EXERCISE DESCRIPTION: Print all of the records. Exclude the images.

RECORDS SHOWN:
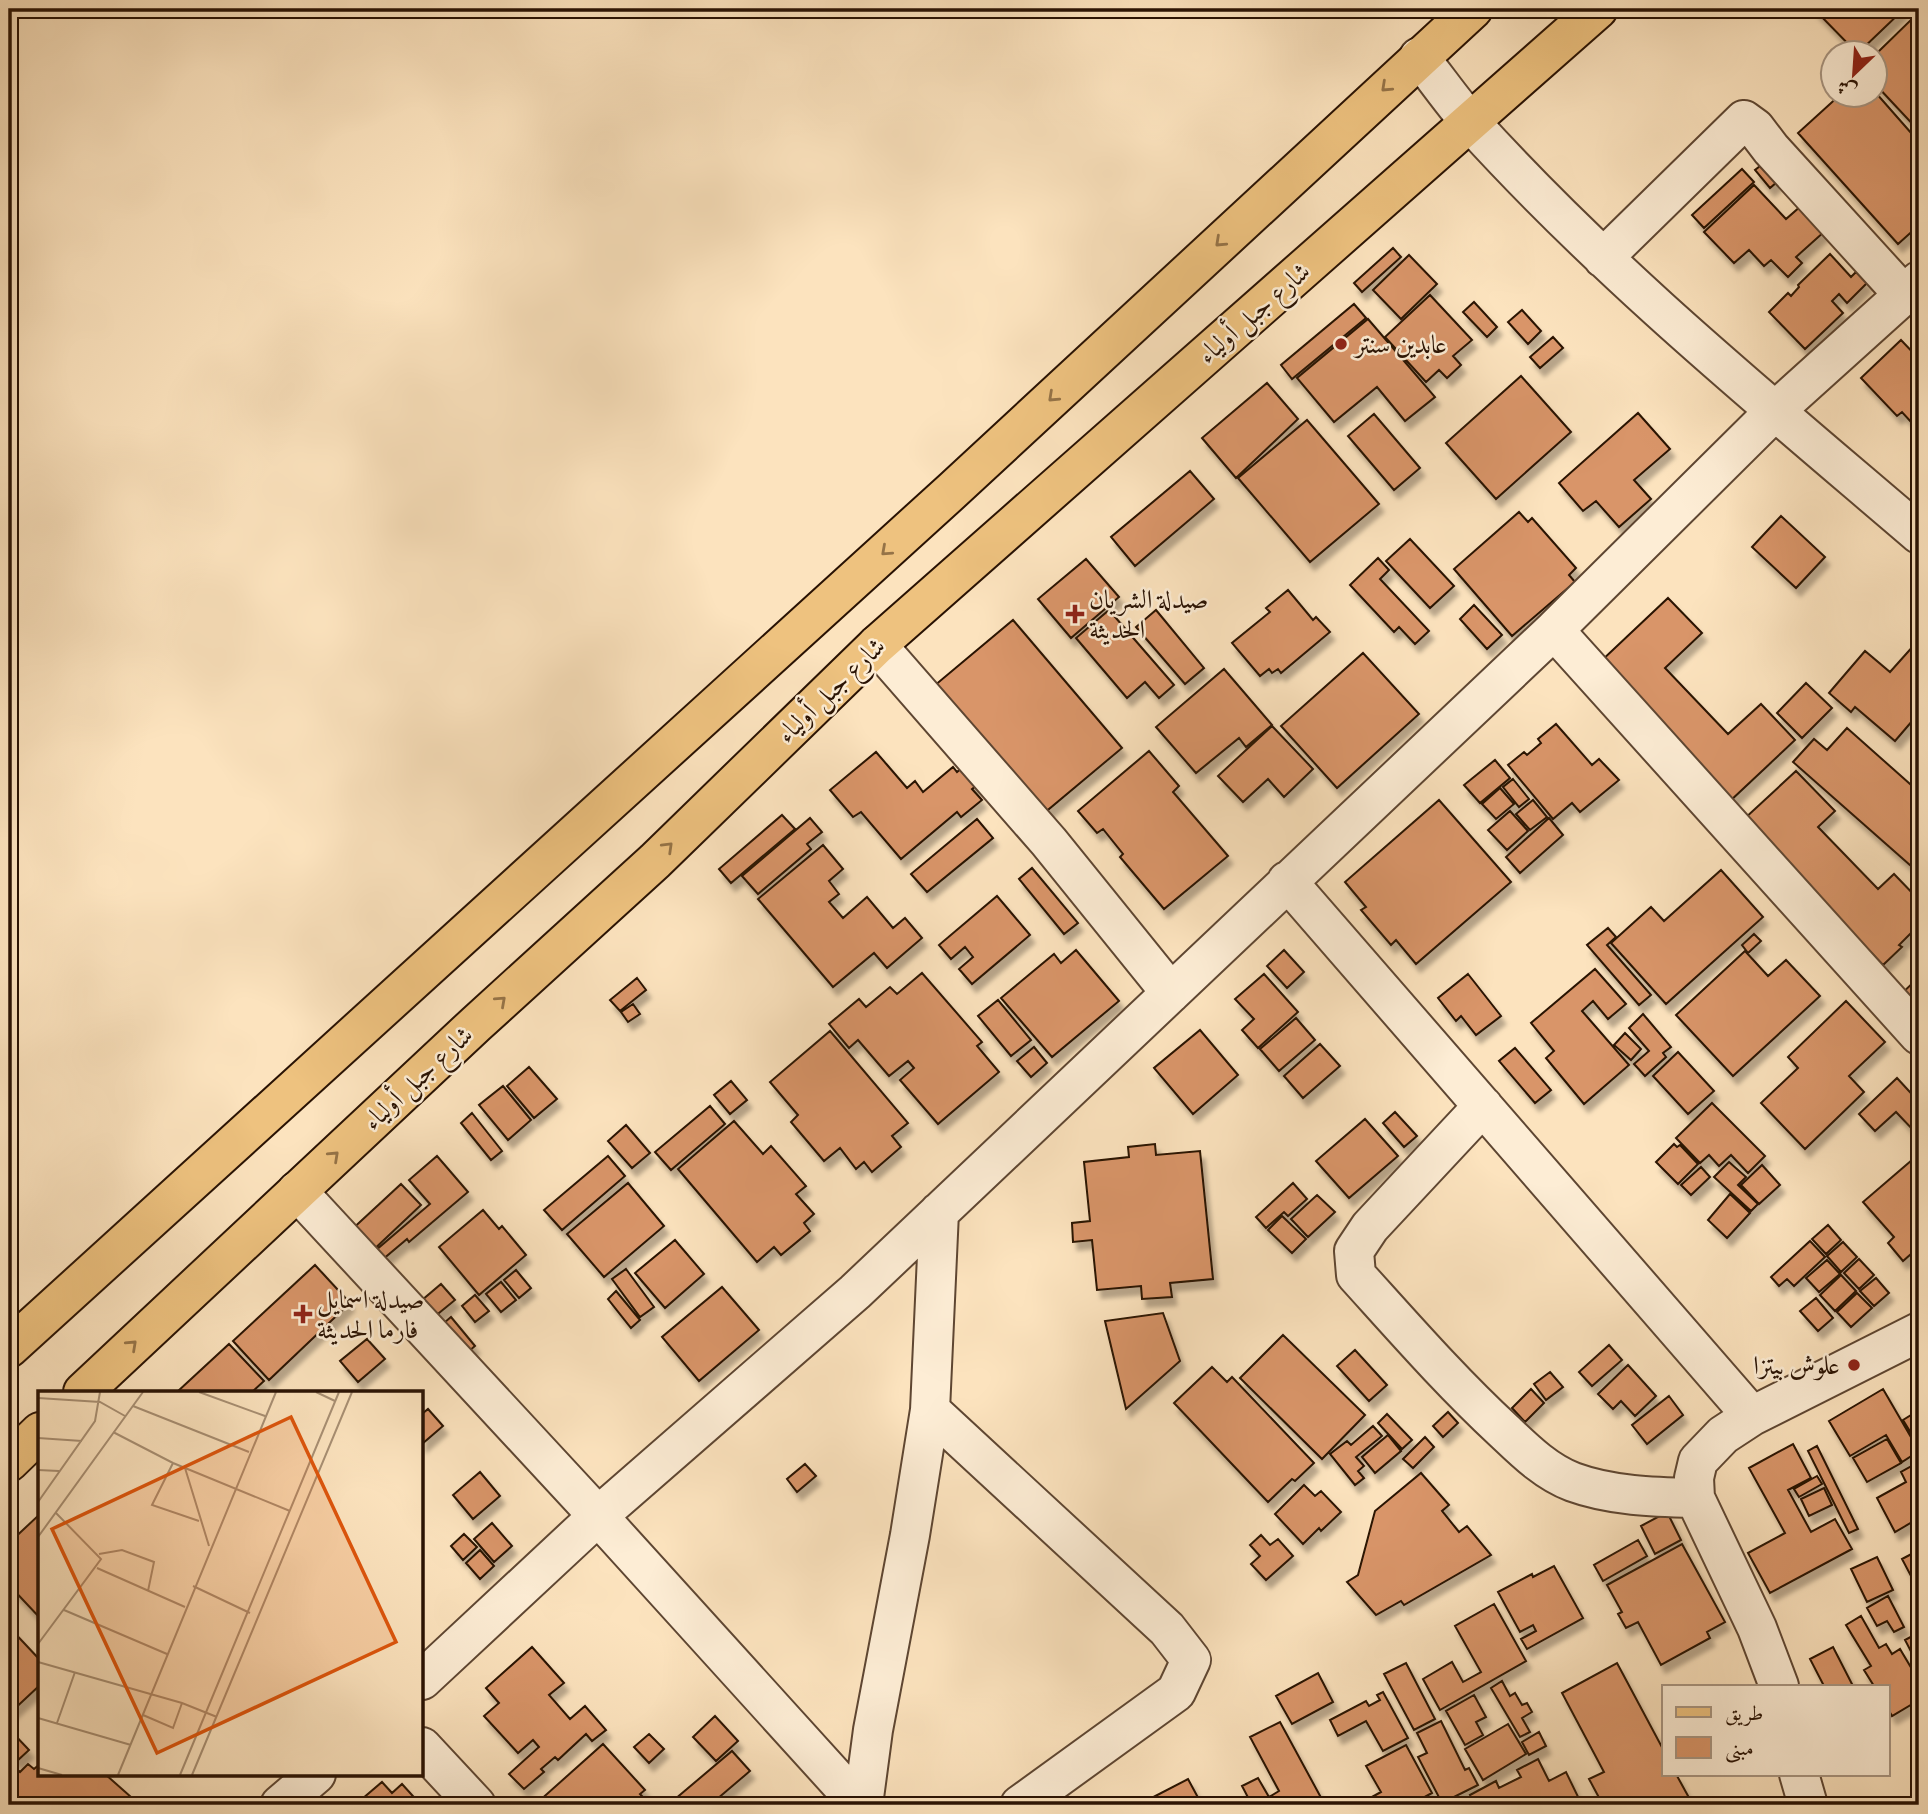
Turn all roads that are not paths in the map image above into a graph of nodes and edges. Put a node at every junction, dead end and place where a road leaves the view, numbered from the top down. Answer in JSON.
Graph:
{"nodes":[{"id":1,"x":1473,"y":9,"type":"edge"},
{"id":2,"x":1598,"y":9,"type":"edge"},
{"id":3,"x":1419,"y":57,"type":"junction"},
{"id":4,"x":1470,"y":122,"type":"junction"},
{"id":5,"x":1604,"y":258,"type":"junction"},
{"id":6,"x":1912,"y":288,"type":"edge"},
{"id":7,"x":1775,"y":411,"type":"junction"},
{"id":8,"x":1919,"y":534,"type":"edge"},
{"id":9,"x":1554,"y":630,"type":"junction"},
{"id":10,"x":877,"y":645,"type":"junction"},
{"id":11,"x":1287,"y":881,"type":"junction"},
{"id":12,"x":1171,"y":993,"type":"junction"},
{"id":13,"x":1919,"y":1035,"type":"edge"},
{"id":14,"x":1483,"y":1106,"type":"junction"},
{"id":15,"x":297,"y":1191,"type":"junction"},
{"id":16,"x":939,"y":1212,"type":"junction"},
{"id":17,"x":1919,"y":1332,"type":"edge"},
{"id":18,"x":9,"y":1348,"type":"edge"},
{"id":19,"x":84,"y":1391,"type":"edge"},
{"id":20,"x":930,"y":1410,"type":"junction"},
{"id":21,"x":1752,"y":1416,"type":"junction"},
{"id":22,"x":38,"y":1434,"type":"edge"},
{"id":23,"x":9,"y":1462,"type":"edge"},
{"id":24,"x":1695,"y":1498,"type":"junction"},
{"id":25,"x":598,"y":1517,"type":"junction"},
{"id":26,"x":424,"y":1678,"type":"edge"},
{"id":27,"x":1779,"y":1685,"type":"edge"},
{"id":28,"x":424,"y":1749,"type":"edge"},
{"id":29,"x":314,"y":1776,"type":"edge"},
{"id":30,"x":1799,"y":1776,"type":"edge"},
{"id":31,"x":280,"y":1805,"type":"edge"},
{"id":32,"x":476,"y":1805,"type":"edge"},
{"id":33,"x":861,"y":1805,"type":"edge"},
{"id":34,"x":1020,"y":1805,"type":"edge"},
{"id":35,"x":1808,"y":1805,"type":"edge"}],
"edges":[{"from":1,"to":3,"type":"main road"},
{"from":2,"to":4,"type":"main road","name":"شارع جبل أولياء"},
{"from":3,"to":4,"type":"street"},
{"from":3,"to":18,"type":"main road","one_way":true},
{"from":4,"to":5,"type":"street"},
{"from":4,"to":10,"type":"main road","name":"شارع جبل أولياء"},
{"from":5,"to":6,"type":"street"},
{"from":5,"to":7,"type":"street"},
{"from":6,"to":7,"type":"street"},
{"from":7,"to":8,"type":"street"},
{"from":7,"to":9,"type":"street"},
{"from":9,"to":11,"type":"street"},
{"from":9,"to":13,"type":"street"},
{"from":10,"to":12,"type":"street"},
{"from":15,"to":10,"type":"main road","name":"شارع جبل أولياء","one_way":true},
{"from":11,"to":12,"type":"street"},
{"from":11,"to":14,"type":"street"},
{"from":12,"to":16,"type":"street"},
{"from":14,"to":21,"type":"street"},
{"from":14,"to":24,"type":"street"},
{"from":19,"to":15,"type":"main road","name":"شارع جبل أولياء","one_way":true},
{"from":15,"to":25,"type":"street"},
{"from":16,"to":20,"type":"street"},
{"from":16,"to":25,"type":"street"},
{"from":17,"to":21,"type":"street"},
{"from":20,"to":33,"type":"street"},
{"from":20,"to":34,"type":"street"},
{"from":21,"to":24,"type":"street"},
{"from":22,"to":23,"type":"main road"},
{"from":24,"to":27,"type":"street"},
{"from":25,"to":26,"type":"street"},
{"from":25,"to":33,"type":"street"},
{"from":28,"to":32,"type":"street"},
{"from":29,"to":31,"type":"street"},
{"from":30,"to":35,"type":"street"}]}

OUTPUT OF THE TASK:
Turn all roads that are not paths in the map image above into a graph of nodes and edges. Put a node at every junction, dead end and place where a road leaves the view, numbered from the top down. Answer in JSON.
Graph:
{"nodes":[{"id":1,"x":1473,"y":9,"type":"edge"},
{"id":2,"x":1598,"y":9,"type":"edge"},
{"id":3,"x":1419,"y":57,"type":"junction"},
{"id":4,"x":1470,"y":122,"type":"junction"},
{"id":5,"x":1604,"y":258,"type":"junction"},
{"id":6,"x":1912,"y":288,"type":"edge"},
{"id":7,"x":1775,"y":411,"type":"junction"},
{"id":8,"x":1919,"y":534,"type":"edge"},
{"id":9,"x":1554,"y":630,"type":"junction"},
{"id":10,"x":877,"y":645,"type":"junction"},
{"id":11,"x":1287,"y":881,"type":"junction"},
{"id":12,"x":1171,"y":993,"type":"junction"},
{"id":13,"x":1919,"y":1035,"type":"edge"},
{"id":14,"x":1483,"y":1106,"type":"junction"},
{"id":15,"x":297,"y":1191,"type":"junction"},
{"id":16,"x":939,"y":1212,"type":"junction"},
{"id":17,"x":1919,"y":1332,"type":"edge"},
{"id":18,"x":9,"y":1348,"type":"edge"},
{"id":19,"x":84,"y":1391,"type":"edge"},
{"id":20,"x":930,"y":1410,"type":"junction"},
{"id":21,"x":1752,"y":1416,"type":"junction"},
{"id":22,"x":38,"y":1434,"type":"edge"},
{"id":23,"x":9,"y":1462,"type":"edge"},
{"id":24,"x":1695,"y":1498,"type":"junction"},
{"id":25,"x":598,"y":1517,"type":"junction"},
{"id":26,"x":424,"y":1678,"type":"edge"},
{"id":27,"x":1779,"y":1685,"type":"edge"},
{"id":28,"x":424,"y":1749,"type":"edge"},
{"id":29,"x":314,"y":1776,"type":"edge"},
{"id":30,"x":1799,"y":1776,"type":"edge"},
{"id":31,"x":280,"y":1805,"type":"edge"},
{"id":32,"x":476,"y":1805,"type":"edge"},
{"id":33,"x":861,"y":1805,"type":"edge"},
{"id":34,"x":1020,"y":1805,"type":"edge"},
{"id":35,"x":1808,"y":1805,"type":"edge"}],
"edges":[{"from":1,"to":3,"type":"main road"},
{"from":2,"to":4,"type":"main road","name":"شارع جبل أولياء"},
{"from":3,"to":4,"type":"street"},
{"from":3,"to":18,"type":"main road","one_way":true},
{"from":4,"to":5,"type":"street"},
{"from":4,"to":10,"type":"main road","name":"شارع جبل أولياء"},
{"from":5,"to":6,"type":"street"},
{"from":5,"to":7,"type":"street"},
{"from":6,"to":7,"type":"street"},
{"from":7,"to":8,"type":"street"},
{"from":7,"to":9,"type":"street"},
{"from":9,"to":11,"type":"street"},
{"from":9,"to":13,"type":"street"},
{"from":10,"to":12,"type":"street"},
{"from":15,"to":10,"type":"main road","name":"شارع جبل أولياء","one_way":true},
{"from":11,"to":12,"type":"street"},
{"from":11,"to":14,"type":"street"},
{"from":12,"to":16,"type":"street"},
{"from":14,"to":21,"type":"street"},
{"from":14,"to":24,"type":"street"},
{"from":19,"to":15,"type":"main road","name":"شارع جبل أولياء","one_way":true},
{"from":15,"to":25,"type":"street"},
{"from":16,"to":20,"type":"street"},
{"from":16,"to":25,"type":"street"},
{"from":17,"to":21,"type":"street"},
{"from":20,"to":33,"type":"street"},
{"from":20,"to":34,"type":"street"},
{"from":21,"to":24,"type":"street"},
{"from":22,"to":23,"type":"main road"},
{"from":24,"to":27,"type":"street"},
{"from":25,"to":26,"type":"street"},
{"from":25,"to":33,"type":"street"},
{"from":28,"to":32,"type":"street"},
{"from":29,"to":31,"type":"street"},
{"from":30,"to":35,"type":"street"}]}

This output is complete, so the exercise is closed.